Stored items

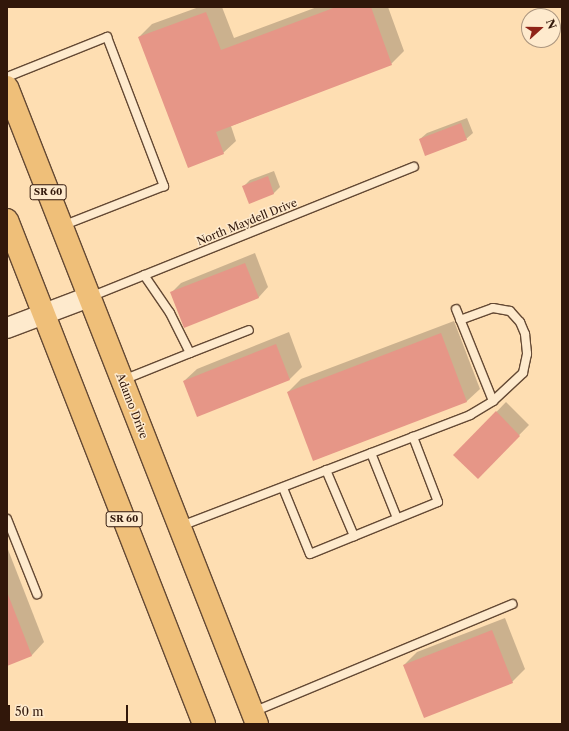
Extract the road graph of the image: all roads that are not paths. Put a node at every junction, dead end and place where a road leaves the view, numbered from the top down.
1 (7, 77) edge
2 (7, 87) edge
3 (414, 167) dead end
4 (7, 220) edge
5 (62, 226) junction
6 (144, 275) junction
7 (89, 297) junction
8 (456, 309) dead end
9 (44, 314) junction
10 (460, 320) junction
11 (7, 328) edge
12 (249, 330) dead end
13 (190, 354) junction
14 (122, 380) junction
15 (493, 401) junction
16 (413, 437) junction
17 (371, 453) junction
18 (326, 470) junction
19 (283, 488) junction
20 (397, 518) junction
21 (7, 519) edge
22 (181, 526) junction
23 (354, 536) junction
24 (37, 594) dead end
25 (512, 604) dead end
26 (254, 718) edge
27 (204, 724) edge

1 - 5 lane
2 - 5 main road, Adamo Drive / SR 60
3 - 6 lane, North Maydell Drive
4 - 9 main road, SR 60
5 - 7 main road, Adamo Drive / SR 60
6 - 7 lane, North Maydell Drive
6 - 13 lane
7 - 9 street
7 - 14 main road, Adamo Drive / SR 60
8 - 10 lane
9 - 11 street
9 - 27 main road, SR 60
10 - 15 lane
10 - 15 lane
12 - 13 lane
13 - 14 lane
14 - 22 main road, Adamo Drive / SR 60
15 - 16 lane
16 - 17 lane
16 - 20 lane
17 - 18 lane
17 - 20 lane
18 - 19 lane
18 - 23 lane
19 - 22 lane
19 - 23 lane
20 - 23 lane
21 - 24 lane
22 - 26 main road, Adamo Drive / SR 60
25 - 26 lane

■ EXERCISE DETAILS: Copy all the entries above exactly as they stand, except for the pictures.

■ RESPONSE FOR THIS EXERCISE:
Extract the road graph of the image: all roads that are not paths. Put a node at every junction, dead end and place where a road leaves the view, numbered from the top down.
1 (7, 77) edge
2 (7, 87) edge
3 (414, 167) dead end
4 (7, 220) edge
5 (62, 226) junction
6 (144, 275) junction
7 (89, 297) junction
8 (456, 309) dead end
9 (44, 314) junction
10 (460, 320) junction
11 (7, 328) edge
12 (249, 330) dead end
13 (190, 354) junction
14 (122, 380) junction
15 (493, 401) junction
16 (413, 437) junction
17 (371, 453) junction
18 (326, 470) junction
19 (283, 488) junction
20 (397, 518) junction
21 (7, 519) edge
22 (181, 526) junction
23 (354, 536) junction
24 (37, 594) dead end
25 (512, 604) dead end
26 (254, 718) edge
27 (204, 724) edge

1 - 5 lane
2 - 5 main road, Adamo Drive / SR 60
3 - 6 lane, North Maydell Drive
4 - 9 main road, SR 60
5 - 7 main road, Adamo Drive / SR 60
6 - 7 lane, North Maydell Drive
6 - 13 lane
7 - 9 street
7 - 14 main road, Adamo Drive / SR 60
8 - 10 lane
9 - 11 street
9 - 27 main road, SR 60
10 - 15 lane
10 - 15 lane
12 - 13 lane
13 - 14 lane
14 - 22 main road, Adamo Drive / SR 60
15 - 16 lane
16 - 17 lane
16 - 20 lane
17 - 18 lane
17 - 20 lane
18 - 19 lane
18 - 23 lane
19 - 22 lane
19 - 23 lane
20 - 23 lane
21 - 24 lane
22 - 26 main road, Adamo Drive / SR 60
25 - 26 lane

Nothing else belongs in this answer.